En effet, Voinquel utilise la même technique que celle employée pour ses portraits de femmes : la lumière est douce, caresse le visage qui ressort d’un arrière plan sombre, enveloppe le corps et ses contours. Il n’y a pas ou peu d’ombre portée. Il montre une femme idéalisée, inaccessible, parfois angélique. Cette sublimation est flagrante dans les portraits d’Annabella (qu’à l’instar d’une sculpture, on pourrait croire qu’il est interdit de la toucher) ou d’Edith Piaf. Darrieux ou Arletty sont également des exemples flagrants de cette idéalisation, où les possibles défauts, les aspérités de la peau, les « mauvaises traces de vie » sont gommées. Pour l’homme au contraire, on remarque qu’il est plus modelé par la lumière. Celle-ci ne va non pas gommer, mais faire ressortir les sillons creusés par la vie sur le visage. Il apparaît tourmenté, transpirant, marqué, voire terreux et donc plus terrestre. Il suffit de regarder les photos de Michel Simon, d’Eric Von Stroheim ou bien de Christian Bérard.

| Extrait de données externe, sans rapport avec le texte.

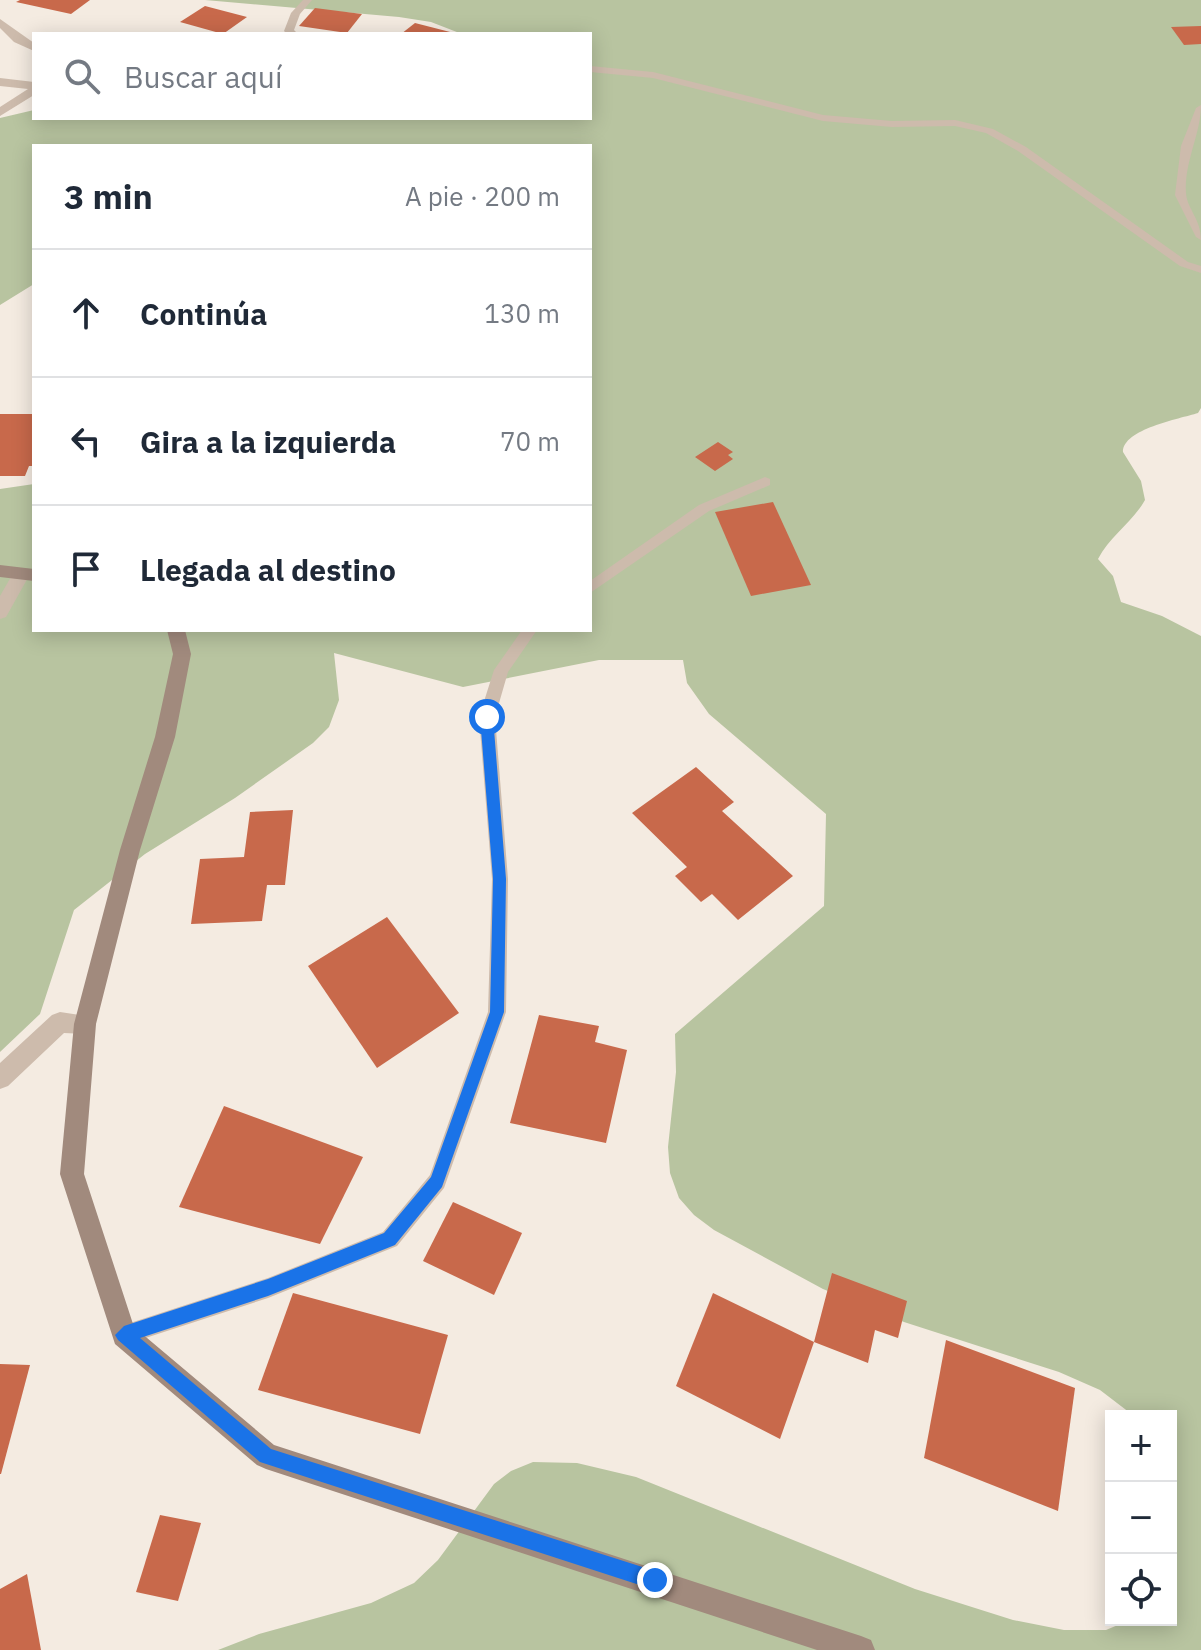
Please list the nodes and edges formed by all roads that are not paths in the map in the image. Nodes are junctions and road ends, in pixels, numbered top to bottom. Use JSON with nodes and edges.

Il lui arrive parfois d’inverser les représentations, mais rarement. En effet, si on regarde la seconde photo d’Edith Piaf (faite un an après la précédente) on constate que son visage, plein cadre, se révèle plus meurtrit et par la même plus masculin. Il en est de même pour les hommes. Ainsi Jean Carmet ou bien Jean Gabin apparaissent avec un visage plus doux, plus féminin dans leur représentation. Il faut tenir compte, dans le cas masculin et féminin, que Voinquel représente soit un personnage (celui joué par l’acteur ou l’actrice), soit une personnalité. Dans les deux derniers exemples, le traitement de leur représentation se justifie par leur rôle. Si on prend les photos de Charles Dullin ou bien de Darryl Zanuck, Voinquel les représente tel qu’ils sont, au naturel.

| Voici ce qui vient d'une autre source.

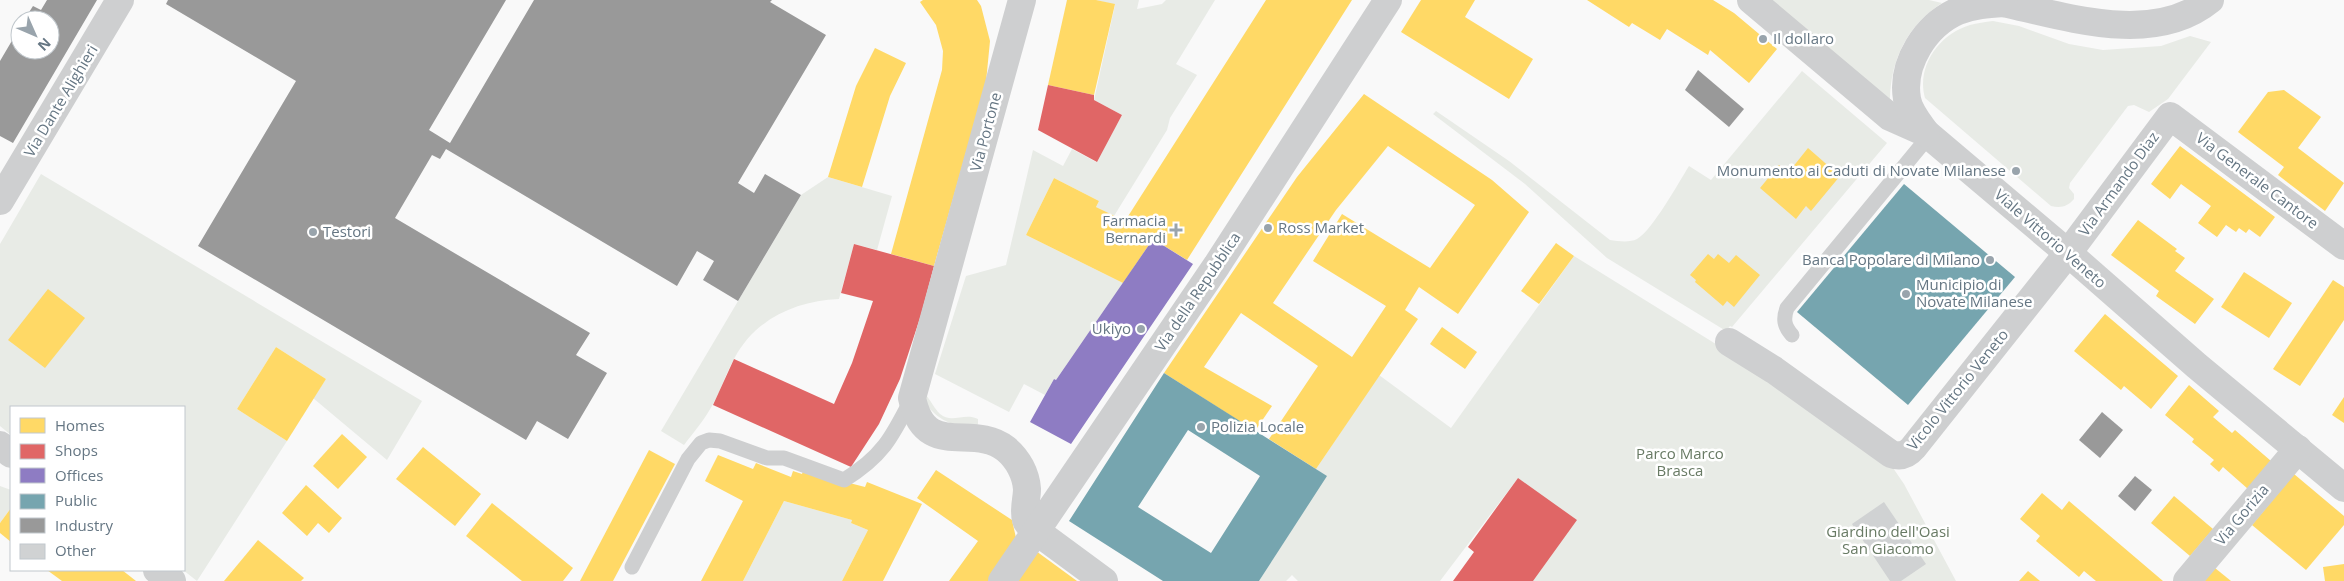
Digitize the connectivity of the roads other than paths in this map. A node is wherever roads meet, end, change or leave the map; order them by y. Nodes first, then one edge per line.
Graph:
1 (120, 0) edge
2 (1388, 0) edge
3 (1750, 0) edge
4 (2210, 0) edge
5 (1996, 1) edge
6 (1014, 4) edge
7 (2170, 116) joint
8 (1927, 135) junction
9 (0, 201) edge
10 (2344, 246) edge
11 (2068, 253) junction
12 (1792, 335) dead end
13 (1729, 342) dead end
14 (912, 398) junction
15 (0, 445) edge
16 (2298, 449) junction
17 (10, 453) edge
18 (2344, 488) edge
19 (1036, 531) junction
20 (632, 567) dead end
21 (158, 571) edge
22 (172, 581) edge
23 (1002, 581) edge
24 (1104, 581) edge
25 (2187, 581) edge

1 - 9 street, Via Dante Alighieri
2 - 19 street, Via della Repubblica
3 - 8 street, Viale Vittorio Veneto
4 - 5 street
5 - 8 street
6 - 14 street, Via Portone
7 - 10 street, Via Generale Cantore
7 - 11 street, Via Armando Diaz
8 - 11 street, Viale Vittorio Veneto
8 - 12 lane
11 - 13 street, Vicolo Vittorio Veneto
11 - 16 street, Viale Vittorio Veneto
14 - 19 street
14 - 20 lane
15 - 17 street
16 - 18 street, Viale Vittorio Veneto
16 - 25 street, Via Gorizia
19 - 23 street, Via della Repubblica
19 - 24 street
21 - 22 street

Raymond Voinquel exprime donc une opposition dans la représentation de la femme et de l’homme. Et l’on peut remarquer que cette opposition s’efface dans la représentation des nus masculin. Comme indiqué précédemment. L’homme « mis à nu » est montré avec les « attributs lumineux » de la femme voir les attributs physiques. Il suffit de voir les seins que Voinquel donne à ce jeune homme. Ainsi, l’homme, quand il expose son corps, n’est plus pétrit par le tourment, mais révèle un aspect angélique à l’égale de la femme. C’est à dire doux et inaccessible tel une icône ou une sculpture (Voir l’Hommage à Michel-Ange, ou Le Repos pour Michelange) qui serait intouchable.